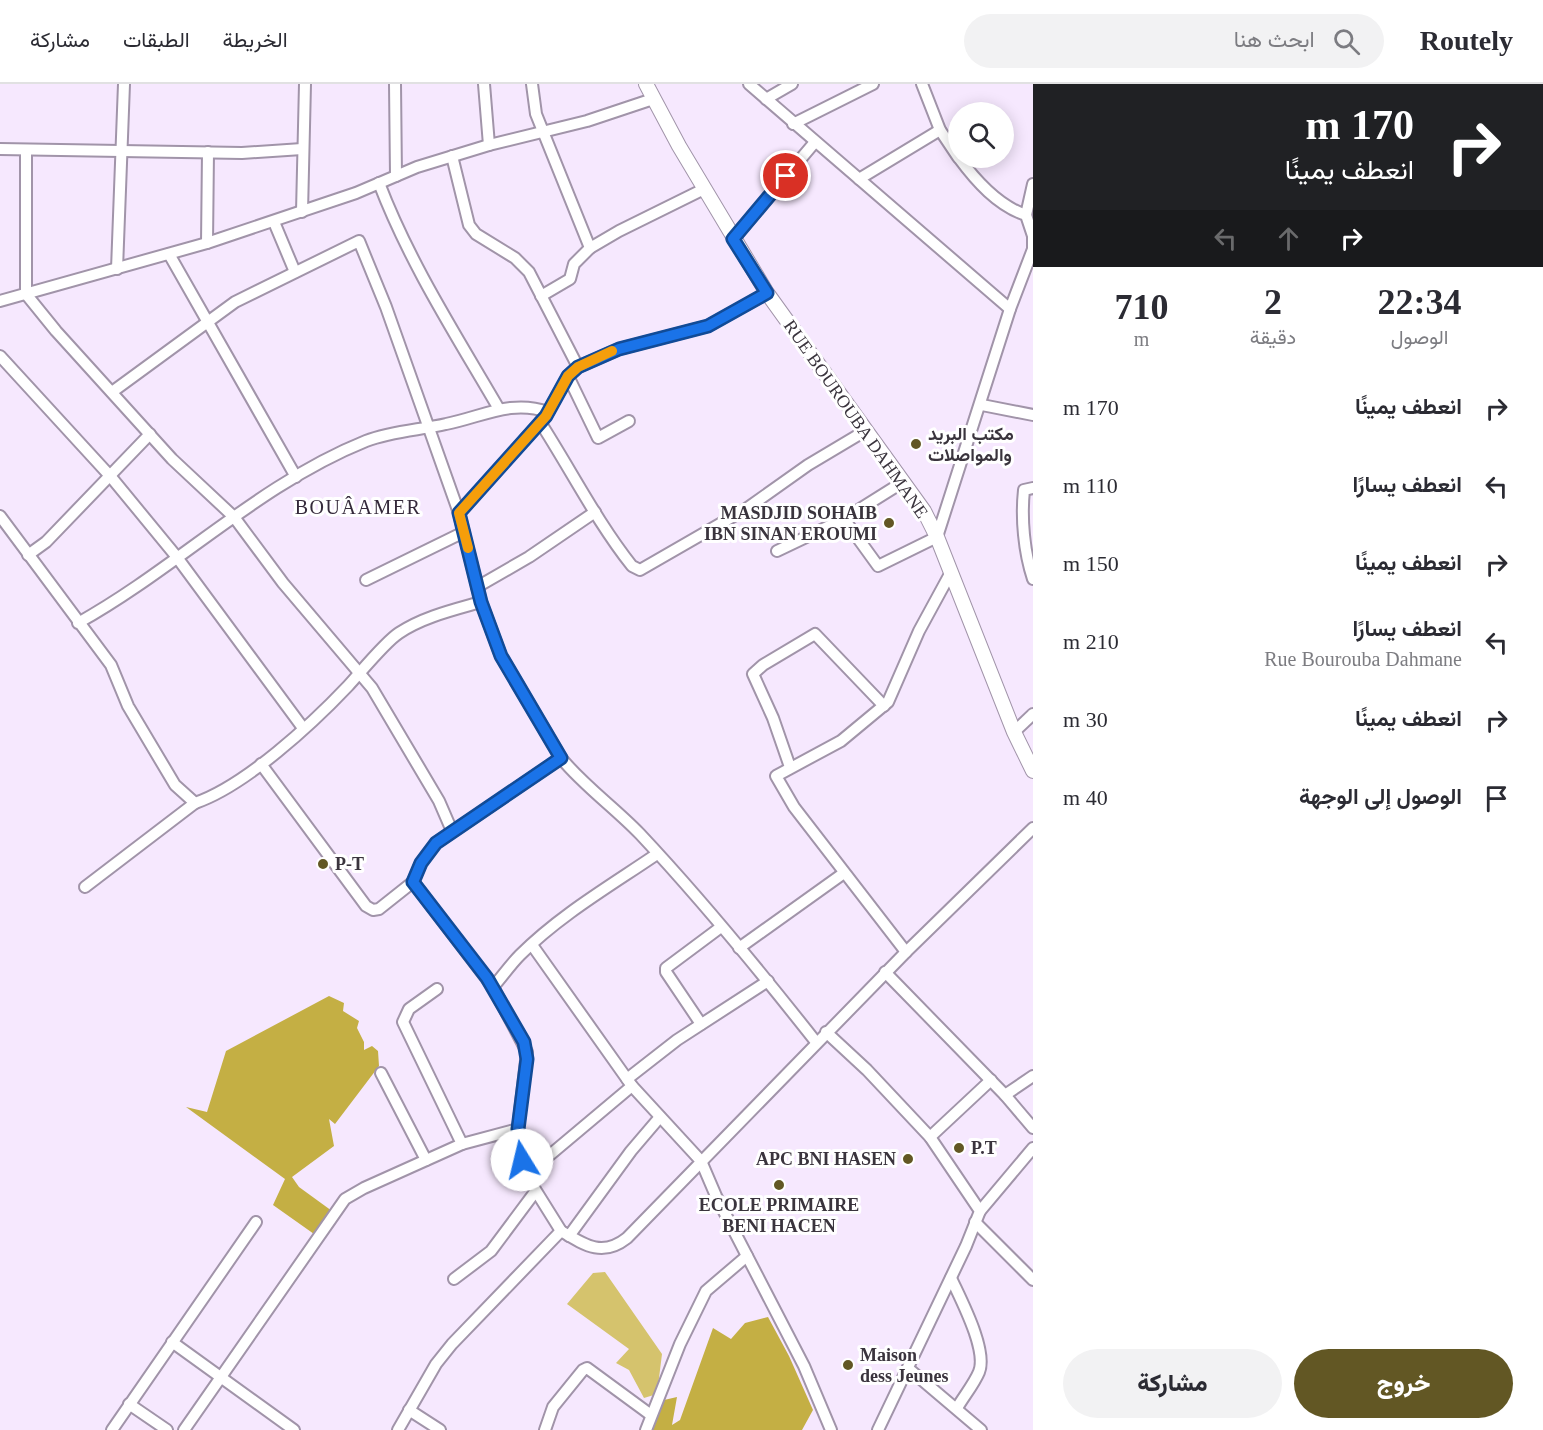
<!DOCTYPE html>
<html lang="ar">
<head>
<meta charset="utf-8">
<style>
  :root { --surface:#fff; --page:#f2f2f3; --text:#2b2b33; --muted:#7c7c81; --line:#e1e1e2; --accent:#625724 }
  body { margin:0; font-family:"Times New Roman",Vazirmatn,serif; background:var(--page); color:var(--text); direction:rtl; height:100vh; display:flex; flex-direction:column; font-size:22px; white-space:nowrap }
  * { box-sizing:border-box; margin:0 }
  p { font-size:20px; color:var(--muted) }
  .icon { flex:none; width:33px; height:33px; fill:none; stroke:currentColor; stroke-width:2; stroke-linecap:round; stroke-linejoin:round }
  .map { position:relative; flex:1; overflow:hidden; direction:ltr }
  .drawer { display:flex; flex-direction:column; background:var(--surface); width:510px }
  .drawer>* { flex:none }
  .banner { background:#202124; color:#fff; overflow:hidden }
  .tools { position:absolute; left:948px; top:18px; display:grid; gap:12px }
  .tools a { display:grid; place-items:center; width:66px; height:66px; border-radius:50%; background:var(--surface); box-shadow:0 3px 15px #0003; font-size:30px }
  .pin { position:absolute; display:grid; place-items:center; width:51px; height:51px; color:#fff; margin:-26px; border:3px solid #fff; border-radius:50%; box-shadow:0 2px 6px #0007 }
  .me { position:absolute; width:66px; margin:-33px; rotate:351deg; stroke-linejoin:round; filter:drop-shadow(0 0 4px #0008) }
  .turn { display:flex; align-items:center; gap:21px; height:126px; padding:0 30px; font-size:27px }
  .turn .icon { width:78px; height:78px; stroke-width:2.5 }
  .turn b { display:block; font-size:42px; line-height:51px }
  .lanes { display:flex; align-items:center; height:57px; padding:0 30px; background:#0003; justify-content:center; gap:30px; direction:ltr }
  .lanes .off { opacity:.35 }
  .eta { display:flex; justify-content:space-evenly; align-items:center; height:102px; text-align:center }
  .eta b { font-size:36px; font-weight:800; line-height:42px }
  .action { display:flex; gap:12px; margin-top:auto; padding:12px 30px }
  .action a { flex:1; height:69px; border-radius:36px; background:var(--accent); color:#fff; font-size:24px; font-weight:800; line-height:69px; text-align:center }
  .action a+a { background:var(--page); color:var(--text) }
  ul { padding:0; list-style:none }
  li { display:flex; align-items:center; gap:18px; height:78px; padding:0 30px }
  li div { flex:1 }
  li b { display:block; font-size:22px }
  li em { font-style:normal }
  header { display:flex; align-items:center; gap:36px; box-sizing:border-box; height:84px; padding:0 30px; background:var(--surface); border-bottom:2px solid var(--line) }
  header strong { font-size:28px }
  nav { display:flex; gap:33px; margin-inline-start:auto; font-size:21px }
  .search { width:420px; height:54px; background:var(--page); display:flex; align-items:center; gap:15px; box-sizing:border-box; padding:0 21px; border-radius:33px; color:var(--muted); font-size:22px }
  main { display:flex; flex:1; min-height:0 }
  .map>svg:first-child { display:block }
  .green { fill:#d5c36d }
  .forest { fill:#c4af44 }
  .lines { fill:none; stroke-linecap:round; stroke-linejoin:round }
  .minor-casing { stroke:#a194a9; stroke-width:14 }
  .tertiary-casing { stroke:#a194a9; stroke-width:16 }
  .minor { stroke:#fff; stroke-width:10 }
  .tertiary { stroke:#fff; stroke-width:14 }
  .route-casing { stroke:#114b97; stroke-width:15 }
  .route { stroke:#1a73e8; stroke-width:10 }
  .slow { stroke:#f59e0b; stroke-width:10 }
  .poi-dot { fill:#625724; stroke:#fff; stroke-width:2 }
  .labels { text-anchor:middle; stroke-width:6; stroke-linejoin:round; paint-order:stroke }
  .street-label { font-size:18px; fill:#3a343d; stroke:#fff }
  .poi-label { font-size:18px; font-weight:bold; fill:#3a343d; stroke:#fff; text-anchor:start }
  .neighbourhood-label { font-size:20px; letter-spacing:1.5px; fill:#34293a; stroke:#fff }
</style>
</head>
<body>
<header>
<strong>Routely</strong>
<div class="search"><svg class="icon" aria-label="search" viewBox="0 0 24 24"><circle cx="10" cy="10" r="6"/><path d="M15 15l6 6"/></svg>ابحث هنا</div>
<nav><a>الخريطة</a><a>الطبقات</a><a>مشاركة</a></nav>
</header>
<main>
<section class="drawer">
<div class="banner">
<div class="turn"><svg class="icon" aria-label="right" viewBox="0 0 24 24"><path d="M7 20v-9h11M14 6l5 5-5 5"/></svg><div><b>170 m</b>انعطف يمينًا</div></div>
<div class="lanes"><svg class="icon off" aria-label="left" viewBox="0 0 24 24"><path d="M17 20v-9H6M10 6l-5 5 5 5"/></svg><svg class="icon off" aria-label="ahead" viewBox="0 0 24 24"><path d="M12 20V5M6 11l6-6 6 6"/></svg><svg class="icon" aria-label="right" viewBox="0 0 24 24"><path d="M7 20v-9h11M14 6l5 5-5 5"/></svg></div>
</div>
<div class="eta">
<div><b>22:34</b><p>الوصول</p></div>
<div><b>2</b><p>دقيقة</p></div>
<div><b>710</b><p>m</p></div>
</div>
<ul>
<li><svg class="icon" aria-label="right" viewBox="0 0 24 24"><path d="M7 20v-9h11M14 6l5 5-5 5"/></svg><div><b>انعطف يمينًا</b></div><em>170 m</em></li>
<li><svg class="icon" aria-label="left" viewBox="0 0 24 24"><path d="M17 20v-9H6M10 6l-5 5 5 5"/></svg><div><b>انعطف يسارًا</b></div><em>110 m</em></li>
<li><svg class="icon" aria-label="right" viewBox="0 0 24 24"><path d="M7 20v-9h11M14 6l5 5-5 5"/></svg><div><b>انعطف يمينًا</b></div><em>150 m</em></li>
<li><svg class="icon" aria-label="left" viewBox="0 0 24 24"><path d="M17 20v-9H6M10 6l-5 5 5 5"/></svg><div><b>انعطف يسارًا</b><p>Rue Bourouba Dahmane</p></div><em>210 m</em></li>
<li><svg class="icon" aria-label="right" viewBox="0 0 24 24"><path d="M7 20v-9h11M14 6l5 5-5 5"/></svg><div><b>انعطف يمينًا</b></div><em>30 m</em></li>
<li><svg class="icon" aria-label="arrive" viewBox="0 0 24 24"><path d="M6 21V4h12l-3 4 3 4H6"/></svg><div><b>الوصول إلى الوجهة</b></div><em>40 m</em></li>
</ul>
<div class="action"><a>خروج</a><a>مشاركة</a></div>
</section>
<div class="map">
<svg width="1033" height="1346" viewBox="0 0 1033 1346">
  <rect width="100%" height="100%" fill="#f6e8fe"/>
  <polygon class="green" points="605,1188 662,1270 657,1310 644,1314 629,1286 616,1279 629,1265 567,1220 593,1189"/>
  <g class="forest">
    <polygon points="329,912 344,919 343,927 359,937 357,944 364,958 364,966 372,962 378,967 379,982 335,1040 329,1035 334,1062 292,1093 299,1103 332,1127 314,1150 273,1121 285,1095 186,1023 207,1028 226,967"/>
    <polygon points="768,1233 789,1272 813,1326 802,1346 651,1346 664,1316 677,1313 672,1341 680,1336 713,1244 731,1255 745,1239"/>
  </g>
  <g class="lines">
    <g class="minor-casing">
      <g id="minor">
        <polyline points="395,0 396,92"/>
        <polyline points="484,0 489,61"/>
        <polyline points="532,0 536,30 590,164 619,147 704,105"/>
        <polyline points="749,0 1010,225"/>
        <polyline points="922,0 940,46 958,73"/>
        <polyline points="766,15 792,0"/>
        <polyline points="793,40 873,0"/>
        <polyline points="0,65 242,69 302,65"/>
        <polyline points="26,66 26,210 56,247 172,375 234,433 283,499 372,604 439,717 452,747"/>
        <polyline points="452,72 469,141 476,150 515,174 529,188 578,283"/>
        <polyline points="859,95 940,46"/>
        <path d="M379 99C410 180 456 251 499 325"/>
        <polyline points="302,128 305,0"/>
        <polyline points="1026,131 1033,100"/>
        <polyline points="274,138 295,188"/>
        <polyline points="733,155 815,58"/>
        <polyline points="207,159 208,68"/>
        <polyline points="169,170 296,393"/>
        <polyline points="117,185 124,0"/>
        <path d="M767 209 708 242 619 265 578 283 568 292 546 332 459 429 481 518 501 572 561 674C584 702 614 723 640 750 702 816 760 887 816 958"/>
        <polyline points="541,212 570,195 574,180 590,164"/>
        <polyline points="0,217 207,159 356,109 417,83 489,61 587,37 653,15"/>
        <polyline points="0,272 111,393 176,472 303,644"/>
        <polyline points="568,292 598,354 629,337"/>
        <polyline points="112,308 235,218 359,157 386,223 459,429"/>
        <polyline points="982,321 1033,331"/>
        <path d="M540 338C571 386 597 438 632 482L640 486 746 425 808 381 865 347"/>
        <path d="M1033 404 1024 406C1021 434 1024 468 1033 495"/>
        <path d="M0 432 111 581 128 622 175 701 195 719C245 702 312 640 348 602 361 588 385 558 399 549 423 533 453 526 481 518"/>
        <path d="M844 435 878 482 937 453 1010 225 1033 165V152L1026 131C998 122 976 97 959 74"/>
        <polyline points="777,467 844,435 903,398"/>
        <polyline points="28,471 46,458 150,350"/>
        <polyline points="366,496 464,448"/>
        <polyline points="477,503 529,473 595,428"/>
        <path d="M78 539C177 484 259 400 366 357 392 347 420 346 446 340 482 333 511 315 548 328"/>
        <polyline points="1014,648 1033,630"/>
        <polyline points="261,680 366,822 373,826 379,825 413,798 421,779 436,759 561,674"/>
        <polyline points="790,683 773,634 753,590 763,581 815,550 884,622"/>
        <polyline points="413,798 493,903"/>
        <polyline points="85,803 195,719"/>
        <polyline points="532,861 632,1002 701,1077 716,1112 804,1282 831,1346"/>
        <polyline points="739,864 844,789"/>
        <polyline points="906,868 794,723 776,692 841,657 888,618 919,547 950,490"/>
        <polyline points="885,888 1005,1011 1033,1044"/>
        <polyline points="437,905 409,925 403,938 462,1060"/>
        <polyline points="701,940 666,888 666,884 721,843"/>
        <polyline points="826,948 867,986 930,1053 980,1127 966,1162 878,1346"/>
        <polyline points="381,989 426,1076"/>
        <polyline points="627,995 677,956 768,897"/>
        <polyline points="1005,1011 1033,992"/>
        <polyline points="930,1053 991,996"/>
        <polyline points="526,1091 632,1002"/>
        <polyline points="980,1127 1033,1064"/>
        <polyline points="975,1138 1033,1196"/>
        <path d="M561 1147 526 1091 519 1061 518 1045 527 968 493 903C502 893 510 881 520 871 560 831 610 802 657 770"/>
        <polyline points="569,1152 631,1067 660,1033"/>
        <path d="M951 1194C960 1214 988 1266 979 1288 974 1300 964 1312 957 1324"/>
        <polyline points="454,1195 491,1167 535,1108"/>
        <polyline points="172,1258 294,1346"/>
        <polyline points="909,1285 981,1346"/>
        <polyline points="129,1320 167,1346"/>
        <polyline points="409,1326 440,1346"/>
        <polyline points="112,1346 256,1138"/>
        <polyline points="184,1346 345,1115 364,1104 462,1060 518,1045"/>
        <path d="M398 1346 436 1280 452 1260 561 1147C586 1162 603 1173 627 1154L906 868 1033 744"/>
        <polyline points="545,1346 553,1323 583,1286 587,1284 651,1331"/>
        <polyline points="646,1346 680,1260 706,1207 747,1172"/>
      </g>
    </g>
    <g class="tertiary-casing">
      <polyline id="tertiary" points="646,0 679,62 767,209 924,427 937,453 1014,648 1033,687"/>
    </g>
    <use href="#minor" class="minor"/>
    <use href="#tertiary" class="tertiary"/>
  </g>
  <g class="lines">
    <g class="route-casing">
      <polyline id="route" points="522,1076 518,1045 527,975 524,958 487,894 413,798 421,779 436,759 561,674 501,572 481,518 459,429 546,332 568,292 578,283 619,265 708,242 767,209 733,155 786,92"/>
    </g>
    <use href="#route" class="route"/>
    <polyline class="slow" points="468,464 459,429 546,332 568,292 578,283 612,267"/>
  </g>
  <g class="poi-dot">
    <circle cx="916" cy="360" r="6"/>
    <circle cx="889" cy="439" r="6"/>
    <circle cx="323" cy="780" r="6"/>
    <circle cx="959" cy="1064" r="6"/>
    <circle cx="908" cy="1075" r="6"/>
    <circle cx="779" cy="1101" r="6"/>
    <circle cx="848" cy="1281" r="6"/>
  </g>
  <g class="labels">
    <g class="street-label">
      <text transform="translate(856 335) rotate(55)" y="6">RUE BOUROUBA DAHMANE</text>
    </g>
    <g class="poi-label">
      <text x="928" y="356">مكتب البريد<tspan x="928" dy="21">والمواصلات</tspan></text>
      <text x="877" y="435" text-anchor="end">MASDJID SOHAIB<tspan x="877" dy="21">IBN SINAN EROUMI</tspan></text>
      <text x="335" y="786">P-T</text>
      <text x="971" y="1070">P.T</text>
      <text x="896" y="1081" text-anchor="end">APC BNI HASEN</text>
      <text x="779" y="1127" text-anchor="middle">ECOLE PRIMAIRE<tspan x="779" dy="21">BENI HACEN</tspan></text>
      <text x="860" y="1277">Maison<tspan x="860" dy="21">dess Jeunes</tspan></text>
    </g>
    <g class="neighbourhood-label">
      <text x="358" y="430">BOUÂAMER</text>
    </g>
  </g>
</svg>
<div class="tools">
<a><svg class="icon" aria-label="search" viewBox="0 0 24 24"><circle cx="10" cy="10" r="6"/><path d="M15 15l6 6"/></svg></a>
</div>
<div class="pin" style="left:786px;top:92px;background:#d93025"><svg class="icon" aria-label="arrive" viewBox="0 0 24 24"><path d="M6 21V4h12l-3 4 3 4H6"/></svg></div>
<svg class="me" style="left:522px;top:1076px" viewBox="-20 -20 40 40"><circle r="19" fill="#fff"/><path d="M0-13L10 11 0 6-10 11z" fill="#1a73e8"/></svg>
</div>
</main>
</body>
</html>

*****

Instructions to follow:
Check each line of the listing above. Copy it if it holds the string "block".

Your solution:
  .turn b { display:block; font-size:42px; line-height:51px }
  li b { display:block; font-size:22px }
  .map>svg:first-child { display:block }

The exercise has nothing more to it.